The records that follow should be copied out exactly, pictures excluded.
===== Dataset content
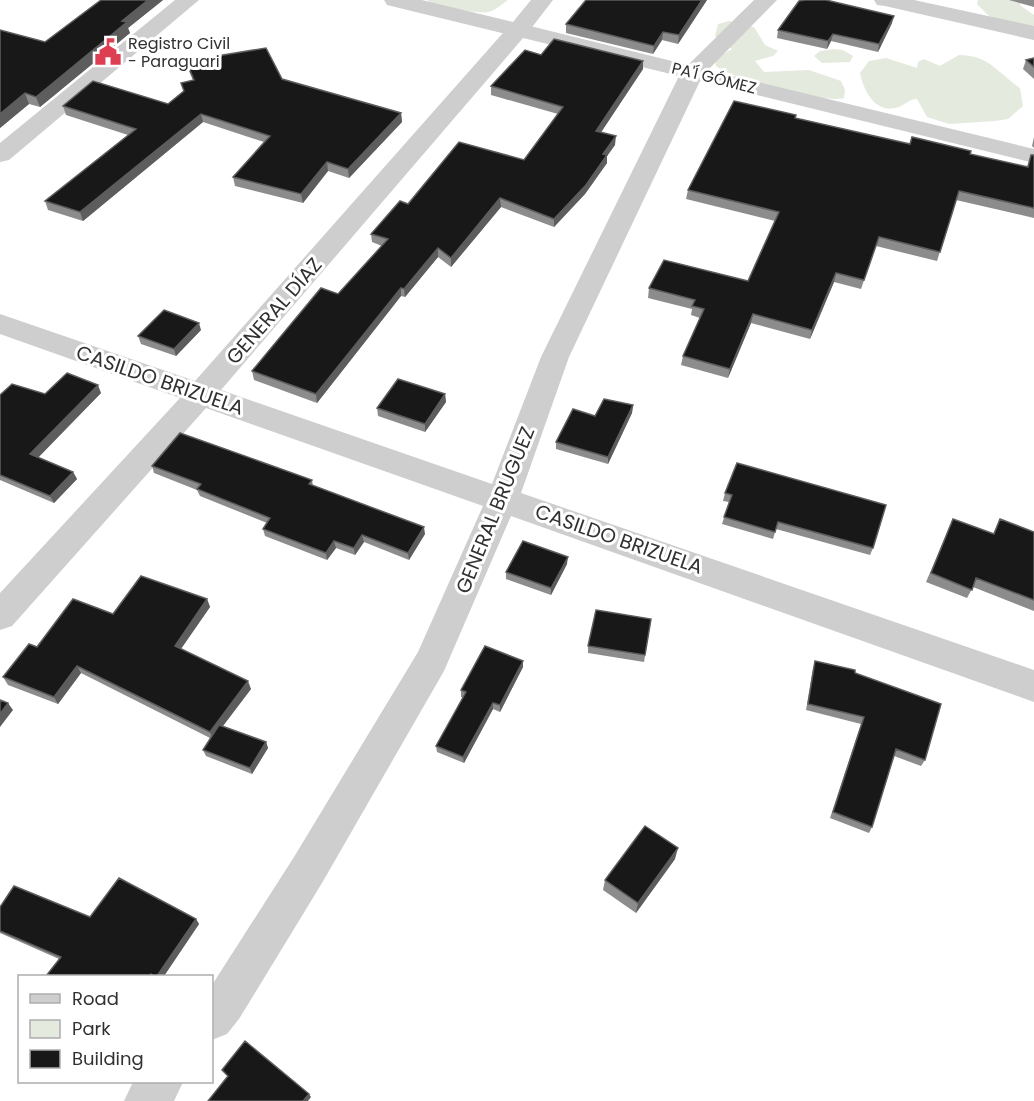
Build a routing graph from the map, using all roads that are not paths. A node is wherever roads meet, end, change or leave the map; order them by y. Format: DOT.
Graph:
graph roads {
  1 [pos="188,0"];
  2 [pos="395,0"];
  3 [pos="542,0"];
  4 [pos="766,0"];
  5 [pos="885,0"];
  6 [pos="518,30"];
  7 [pos="1034,33"];
  8 [pos="692,73"];
  9 [pos="0,155"];
  10 [pos="1034,156"];
  11 [pos="0,324"];
  12 [pos="201,394"];
  13 [pos="503,498"];
  14 [pos="0,616"];
  15 [pos="1034,686"];
  16 [pos="213,1018"];
  17 [pos="161,1083"];
  18 [pos="146,1101"];
  1 -- 9 [label="street"];
  2 -- 6 [label="street, PA'Í GÓMEZ"];
  3 -- 6 [label="street, GENERAL DÍAZ"];
  4 -- 8 [label="street, GENERAL BRUGUEZ"];
  5 -- 7 [label="street"];
  6 -- 8 [label="street, PA'Í GÓMEZ"];
  6 -- 12 [label="street, GENERAL DÍAZ"];
  8 -- 10 [label="street, PA'Í GÓMEZ"];
  8 -- 13 [label="street, GENERAL BRUGUEZ"];
  11 -- 12 [label="street, CASILDO BRIZUELA"];
  12 -- 13 [label="street, CASILDO BRIZUELA"];
  12 -- 14 [label="street, GENERAL DÍAZ"];
  13 -- 15 [label="street, CASILDO BRIZUELA"];
  13 -- 16 [label="street, GENERAL BRUGUEZ"];
  17 -- 18 [label="street"];
}
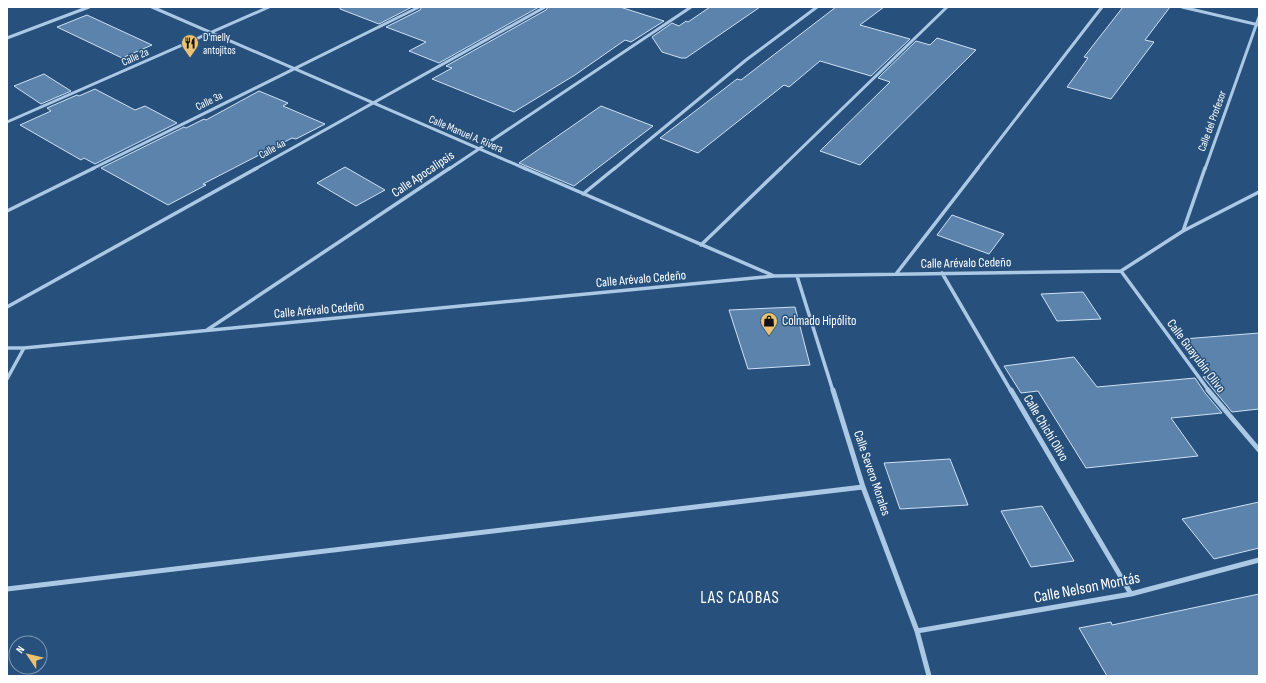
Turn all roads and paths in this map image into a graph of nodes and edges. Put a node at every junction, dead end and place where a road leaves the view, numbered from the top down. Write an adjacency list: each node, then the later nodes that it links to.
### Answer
1 (89, 7): 14 (street)
2 (152, 7): 13 (street, Calle Manuel A. Rivera)
3 (269, 7): 13 (street, Calle 2a)
4 (419, 7): 15 (street, Calle 3a)
5 (545, 7): 16 (street, Calle 4a)
6 (691, 7): 18 (street, Calle Apocalipsis)
7 (817, 7): 20 (street)
8 (948, 7): 23 (street)
9 (1102, 7): 26 (street)
10 (1182, 7): 12 (street)
11 (1259, 17): 12 (street, Calle del Profesor)
12 (1258, 24): 22 (street, Calle del Profesor)
13 (208, 32): 15 (street, Calle Manuel A. Rivera); 17 (street, Calle 2a)
14 (7, 38)
15 (293, 69): 16 (street, Calle Manuel A. Rivera); 21 (street, Calle 3a)
16 (372, 103): 18 (street, Calle Manuel A. Rivera); 29 (street, Calle 4a)
17 (7, 122)
18 (478, 149): 20 (street, Calle Manuel A. Rivera); 30 (street, Calle Apocalipsis)
19 (1259, 192): 22 (street)
20 (582, 194): 23 (street, Calle Manuel A. Rivera)
21 (7, 211)
22 (1183, 231): 24 (street)
23 (701, 245): 27 (street, Calle Manuel A. Rivera)
24 (1121, 271): 25 (street, Calle Arévalo Cedeño); 34 (street, Calle Guayubín Olivo)
25 (942, 273): 26 (street, Calle Arévalo Cedeño); 38 (street, Calle Chichí Olivo)
26 (896, 274): 28 (street, Calle Arévalo Cedeño)
27 (774, 276): 28 (street, Calle Arévalo Cedeño); 30 (street, Calle Arévalo Cedeño)
28 (797, 276): 35 (street, Calle Severo Morales)
29 (7, 307)
30 (207, 330): 32 (street, Calle Arévalo Cedeño)
31 (7, 348): 32 (street, Calle Arévalo Cedeño)
32 (24, 348): 33 (street)
33 (7, 379)
34 (1259, 450)
35 (863, 486): 37 (street); 39 (street, Calle Severo Morales)
36 (1259, 560): 38 (street, Calle Nelson Montás)
37 (7, 589)
38 (1131, 594): 39 (street, Calle Nelson Montás)
39 (917, 631): 40 (street, Calle Severo Morales)
40 (930, 676)

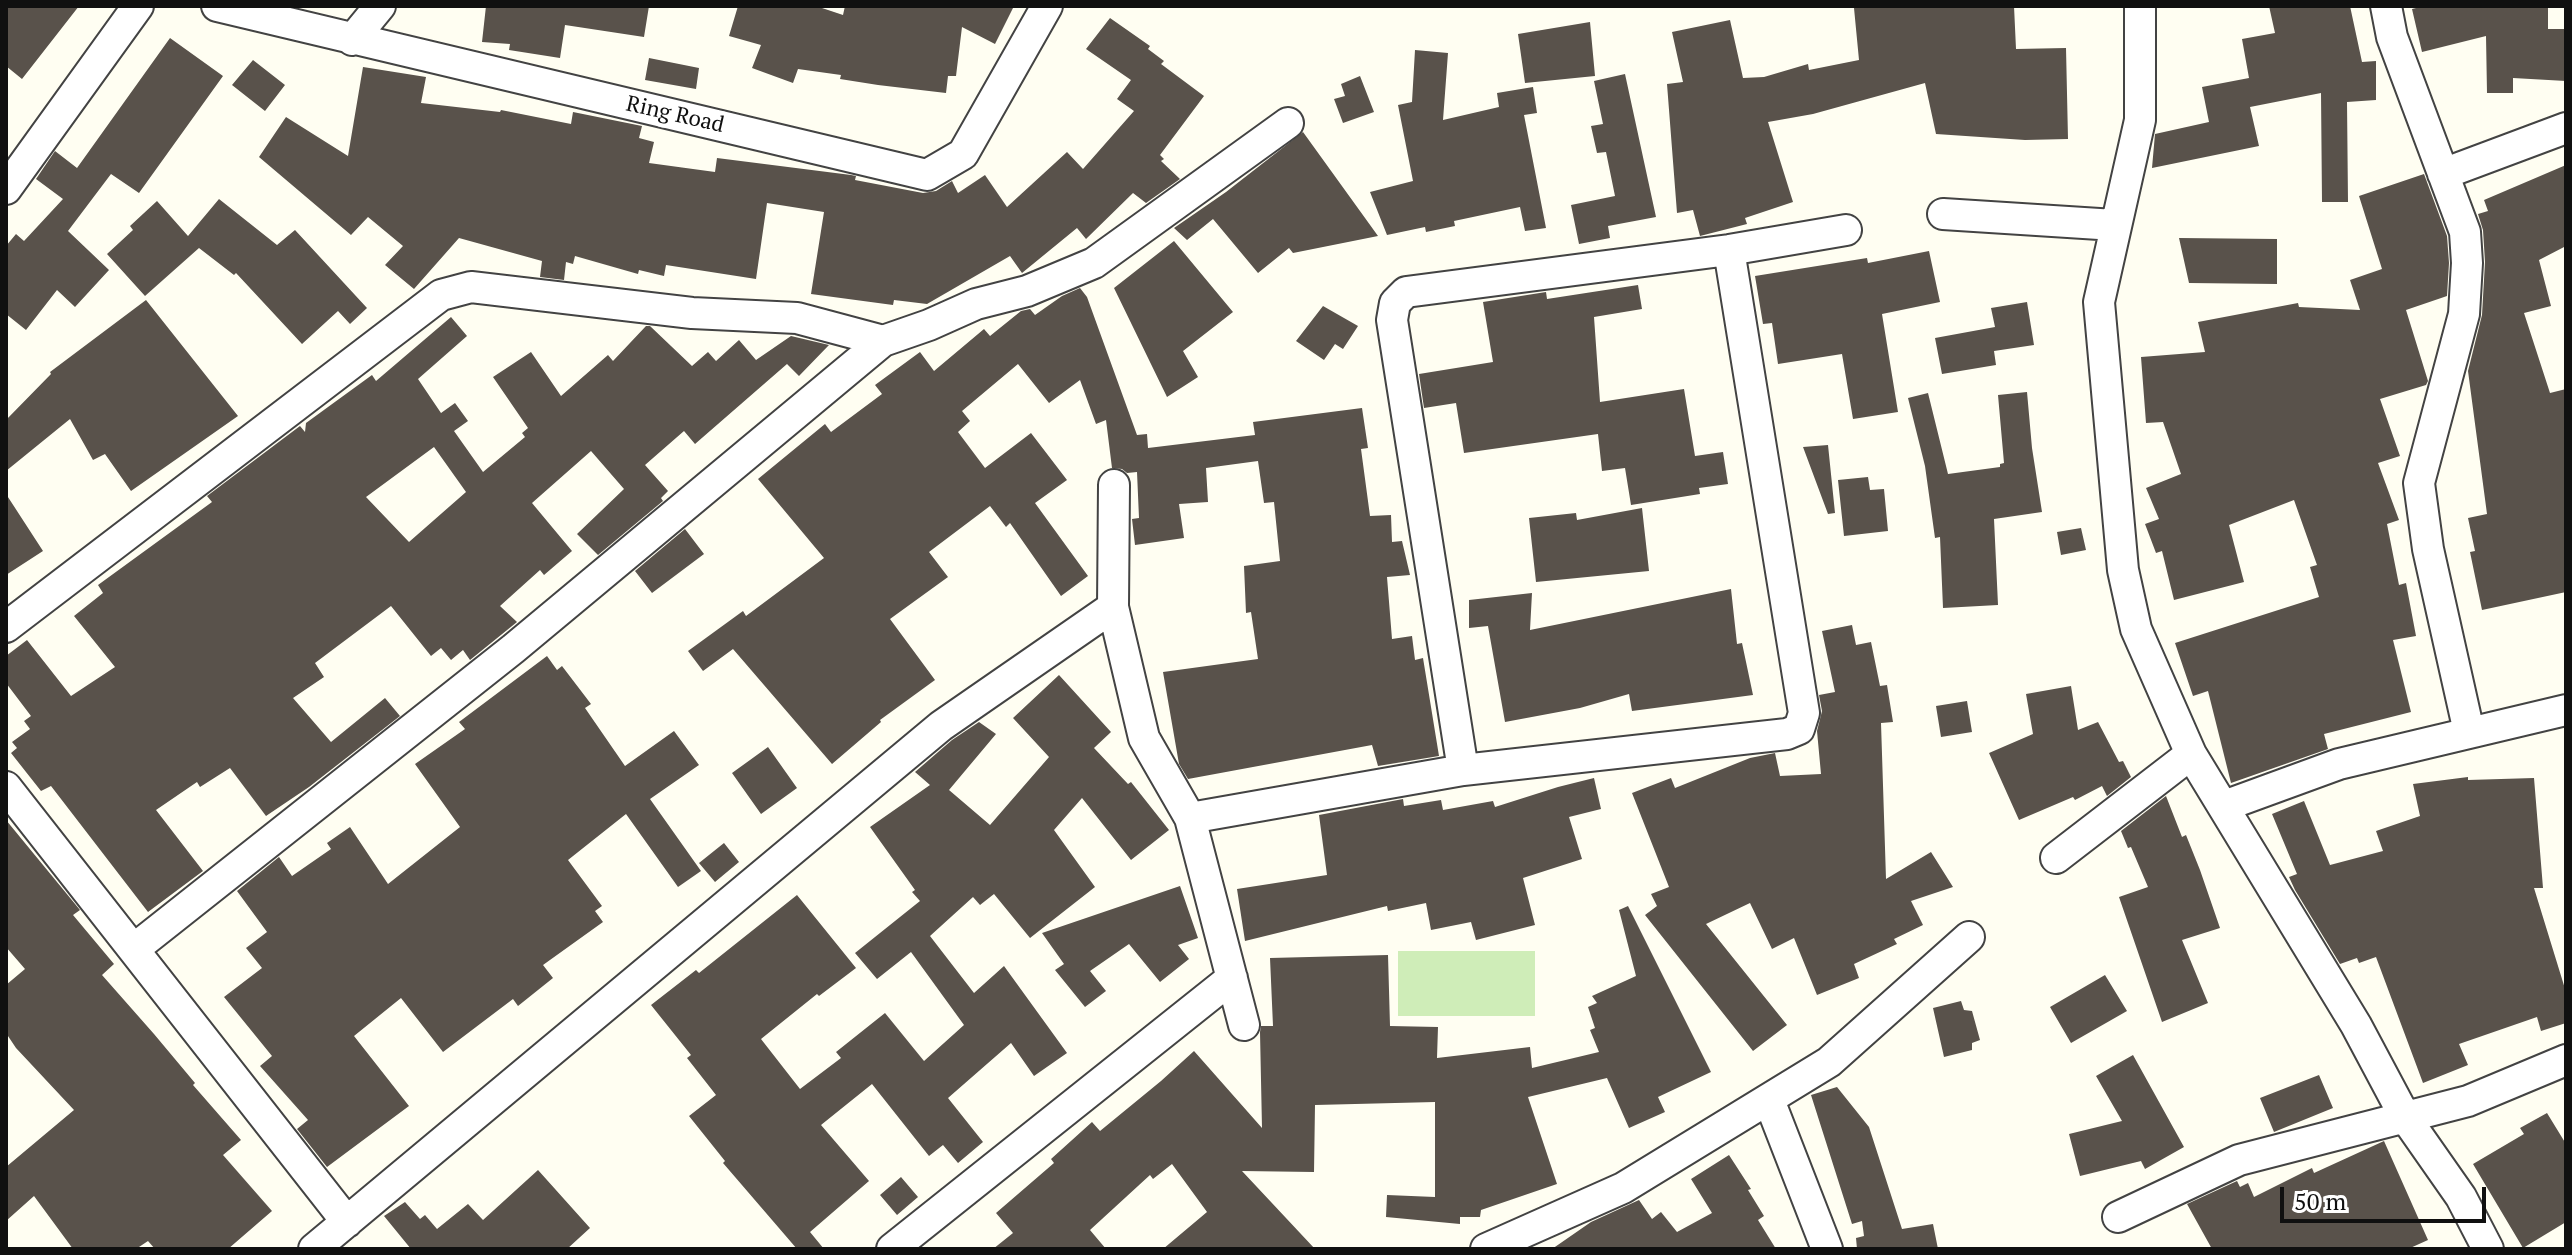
==========
• _Solution to this task_:
Build a routing graph from the map, using all roads that are not paths. A node is wherever roads meet, end, change or leave the map; order them by y. Format: DOT.
Graph:
graph roads {
  1 [pos="188,0"];
  2 [pos="395,0"];
  3 [pos="542,0"];
  4 [pos="766,0"];
  5 [pos="885,0"];
  6 [pos="518,30"];
  7 [pos="1034,33"];
  8 [pos="692,73"];
  9 [pos="0,155"];
  10 [pos="1034,156"];
  11 [pos="0,324"];
  12 [pos="201,394"];
  13 [pos="503,498"];
  14 [pos="0,616"];
  15 [pos="1034,686"];
  16 [pos="213,1018"];
  17 [pos="161,1083"];
  18 [pos="146,1101"];
  1 -- 9 [label="street"];
  2 -- 6 [label="street, PA'Í GÓMEZ"];
  3 -- 6 [label="street, GENERAL DÍAZ"];
  4 -- 8 [label="street, GENERAL BRUGUEZ"];
  5 -- 7 [label="street"];
  6 -- 8 [label="street, PA'Í GÓMEZ"];
  6 -- 12 [label="street, GENERAL DÍAZ"];
  8 -- 10 [label="street, PA'Í GÓMEZ"];
  8 -- 13 [label="street, GENERAL BRUGUEZ"];
  11 -- 12 [label="street, CASILDO BRIZUELA"];
  12 -- 13 [label="street, CASILDO BRIZUELA"];
  12 -- 14 [label="street, GENERAL DÍAZ"];
  13 -- 15 [label="street, CASILDO BRIZUELA"];
  13 -- 16 [label="street, GENERAL BRUGUEZ"];
  17 -- 18 [label="street"];
}
Turn all roads and paths in this map image into a graph of nodes and edges. Put a node at every junction, dead end and place where a road leaves the view, numbered from the top down. Write an adjacency list: each node, then the later nodes that it links to.
### Answer
1 (89, 7): 14 (street)
2 (152, 7): 13 (street, Calle Manuel A. Rivera)
3 (269, 7): 13 (street, Calle 2a)
4 (419, 7): 15 (street, Calle 3a)
5 (545, 7): 16 (street, Calle 4a)
6 (691, 7): 18 (street, Calle Apocalipsis)
7 (817, 7): 20 (street)
8 (948, 7): 23 (street)
9 (1102, 7): 26 (street)
10 (1182, 7): 12 (street)
11 (1259, 17): 12 (street, Calle del Profesor)
12 (1258, 24): 22 (street, Calle del Profesor)
13 (208, 32): 15 (street, Calle Manuel A. Rivera); 17 (street, Calle 2a)
14 (7, 38)
15 (293, 69): 16 (street, Calle Manuel A. Rivera); 21 (street, Calle 3a)
16 (372, 103): 18 (street, Calle Manuel A. Rivera); 29 (street, Calle 4a)
17 (7, 122)
18 (478, 149): 20 (street, Calle Manuel A. Rivera); 30 (street, Calle Apocalipsis)
19 (1259, 192): 22 (street)
20 (582, 194): 23 (street, Calle Manuel A. Rivera)
21 (7, 211)
22 (1183, 231): 24 (street)
23 (701, 245): 27 (street, Calle Manuel A. Rivera)
24 (1121, 271): 25 (street, Calle Arévalo Cedeño); 34 (street, Calle Guayubín Olivo)
25 (942, 273): 26 (street, Calle Arévalo Cedeño); 38 (street, Calle Chichí Olivo)
26 (896, 274): 28 (street, Calle Arévalo Cedeño)
27 (774, 276): 28 (street, Calle Arévalo Cedeño); 30 (street, Calle Arévalo Cedeño)
28 (797, 276): 35 (street, Calle Severo Morales)
29 (7, 307)
30 (207, 330): 32 (street, Calle Arévalo Cedeño)
31 (7, 348): 32 (street, Calle Arévalo Cedeño)
32 (24, 348): 33 (street)
33 (7, 379)
34 (1259, 450)
35 (863, 486): 37 (street); 39 (street, Calle Severo Morales)
36 (1259, 560): 38 (street, Calle Nelson Montás)
37 (7, 589)
38 (1131, 594): 39 (street, Calle Nelson Montás)
39 (917, 631): 40 (street, Calle Severo Morales)
40 (930, 676)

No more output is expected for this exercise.